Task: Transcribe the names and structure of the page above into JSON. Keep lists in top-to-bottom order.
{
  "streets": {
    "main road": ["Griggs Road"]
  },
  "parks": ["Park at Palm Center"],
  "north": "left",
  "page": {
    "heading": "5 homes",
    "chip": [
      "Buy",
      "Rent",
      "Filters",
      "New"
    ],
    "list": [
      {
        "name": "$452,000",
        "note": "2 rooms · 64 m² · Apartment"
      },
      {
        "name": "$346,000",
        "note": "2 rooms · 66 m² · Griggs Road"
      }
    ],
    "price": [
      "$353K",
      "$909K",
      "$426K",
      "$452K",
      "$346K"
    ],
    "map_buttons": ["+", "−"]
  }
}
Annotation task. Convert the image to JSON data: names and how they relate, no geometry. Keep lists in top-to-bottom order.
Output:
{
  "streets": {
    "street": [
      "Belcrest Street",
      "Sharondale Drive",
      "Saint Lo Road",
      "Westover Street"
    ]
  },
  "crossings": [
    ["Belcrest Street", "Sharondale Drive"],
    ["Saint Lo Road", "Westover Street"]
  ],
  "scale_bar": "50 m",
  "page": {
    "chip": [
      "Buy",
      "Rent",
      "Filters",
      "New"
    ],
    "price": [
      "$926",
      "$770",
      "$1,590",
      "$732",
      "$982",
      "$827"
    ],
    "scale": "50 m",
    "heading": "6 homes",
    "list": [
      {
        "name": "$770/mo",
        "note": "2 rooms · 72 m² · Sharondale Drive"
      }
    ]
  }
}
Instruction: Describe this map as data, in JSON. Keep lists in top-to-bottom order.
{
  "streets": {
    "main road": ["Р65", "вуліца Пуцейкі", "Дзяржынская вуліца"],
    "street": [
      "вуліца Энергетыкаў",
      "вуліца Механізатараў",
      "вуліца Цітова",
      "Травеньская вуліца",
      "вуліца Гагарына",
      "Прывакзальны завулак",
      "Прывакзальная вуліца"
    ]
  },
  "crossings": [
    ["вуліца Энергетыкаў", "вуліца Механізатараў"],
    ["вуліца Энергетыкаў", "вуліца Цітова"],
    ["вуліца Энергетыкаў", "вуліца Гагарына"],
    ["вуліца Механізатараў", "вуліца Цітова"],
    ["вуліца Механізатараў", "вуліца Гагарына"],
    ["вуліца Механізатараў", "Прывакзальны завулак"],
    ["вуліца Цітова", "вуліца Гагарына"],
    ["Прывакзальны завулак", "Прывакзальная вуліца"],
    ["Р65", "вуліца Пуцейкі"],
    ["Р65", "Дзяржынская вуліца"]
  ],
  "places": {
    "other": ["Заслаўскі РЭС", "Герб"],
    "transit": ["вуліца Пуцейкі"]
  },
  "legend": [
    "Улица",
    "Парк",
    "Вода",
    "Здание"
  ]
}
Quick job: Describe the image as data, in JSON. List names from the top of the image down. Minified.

::::::::

WORK REQUIRED » Once you have read the data, reproduce all of it exactly.

OUTPUT OF THE EXERCISE »
Task: Transcribe the names and structure of the page above into JSON. Keep lists in top-to-bottom order.
{
  "streets": {
    "main road": ["Griggs Road"]
  },
  "parks": ["Park at Palm Center"],
  "north": "left",
  "page": {
    "heading": "5 homes",
    "chip": [
      "Buy",
      "Rent",
      "Filters",
      "New"
    ],
    "list": [
      {
        "name": "$452,000",
        "note": "2 rooms · 64 m² · Apartment"
      },
      {
        "name": "$346,000",
        "note": "2 rooms · 66 m² · Griggs Road"
      }
    ],
    "price": [
      "$353K",
      "$909K",
      "$426K",
      "$452K",
      "$346K"
    ],
    "map_buttons": ["+", "−"]
  }
}
Annotation task. Convert the image to JSON data: names and how they relate, no geometry. Keep lists in top-to-bottom order.
Output:
{
  "streets": {
    "street": [
      "Belcrest Street",
      "Sharondale Drive",
      "Saint Lo Road",
      "Westover Street"
    ]
  },
  "crossings": [
    ["Belcrest Street", "Sharondale Drive"],
    ["Saint Lo Road", "Westover Street"]
  ],
  "scale_bar": "50 m",
  "page": {
    "chip": [
      "Buy",
      "Rent",
      "Filters",
      "New"
    ],
    "price": [
      "$926",
      "$770",
      "$1,590",
      "$732",
      "$982",
      "$827"
    ],
    "scale": "50 m",
    "heading": "6 homes",
    "list": [
      {
        "name": "$770/mo",
        "note": "2 rooms · 72 m² · Sharondale Drive"
      }
    ]
  }
}
Instruction: Describe this map as data, in JSON. Keep lists in top-to-bottom order.
{
  "streets": {
    "main road": ["Р65", "вуліца Пуцейкі", "Дзяржынская вуліца"],
    "street": [
      "вуліца Энергетыкаў",
      "вуліца Механізатараў",
      "вуліца Цітова",
      "Травеньская вуліца",
      "вуліца Гагарына",
      "Прывакзальны завулак",
      "Прывакзальная вуліца"
    ]
  },
  "crossings": [
    ["вуліца Энергетыкаў", "вуліца Механізатараў"],
    ["вуліца Энергетыкаў", "вуліца Цітова"],
    ["вуліца Энергетыкаў", "вуліца Гагарына"],
    ["вуліца Механізатараў", "вуліца Цітова"],
    ["вуліца Механізатараў", "вуліца Гагарына"],
    ["вуліца Механізатараў", "Прывакзальны завулак"],
    ["вуліца Цітова", "вуліца Гагарына"],
    ["Прывакзальны завулак", "Прывакзальная вуліца"],
    ["Р65", "вуліца Пуцейкі"],
    ["Р65", "Дзяржынская вуліца"]
  ],
  "places": {
    "other": ["Заслаўскі РЭС", "Герб"],
    "transit": ["вуліца Пуцейкі"]
  },
  "legend": [
    "Улица",
    "Парк",
    "Вода",
    "Здание"
  ]
}
Quick job: Describe the image as data, in JSON. List names from the top of the image down. Minified.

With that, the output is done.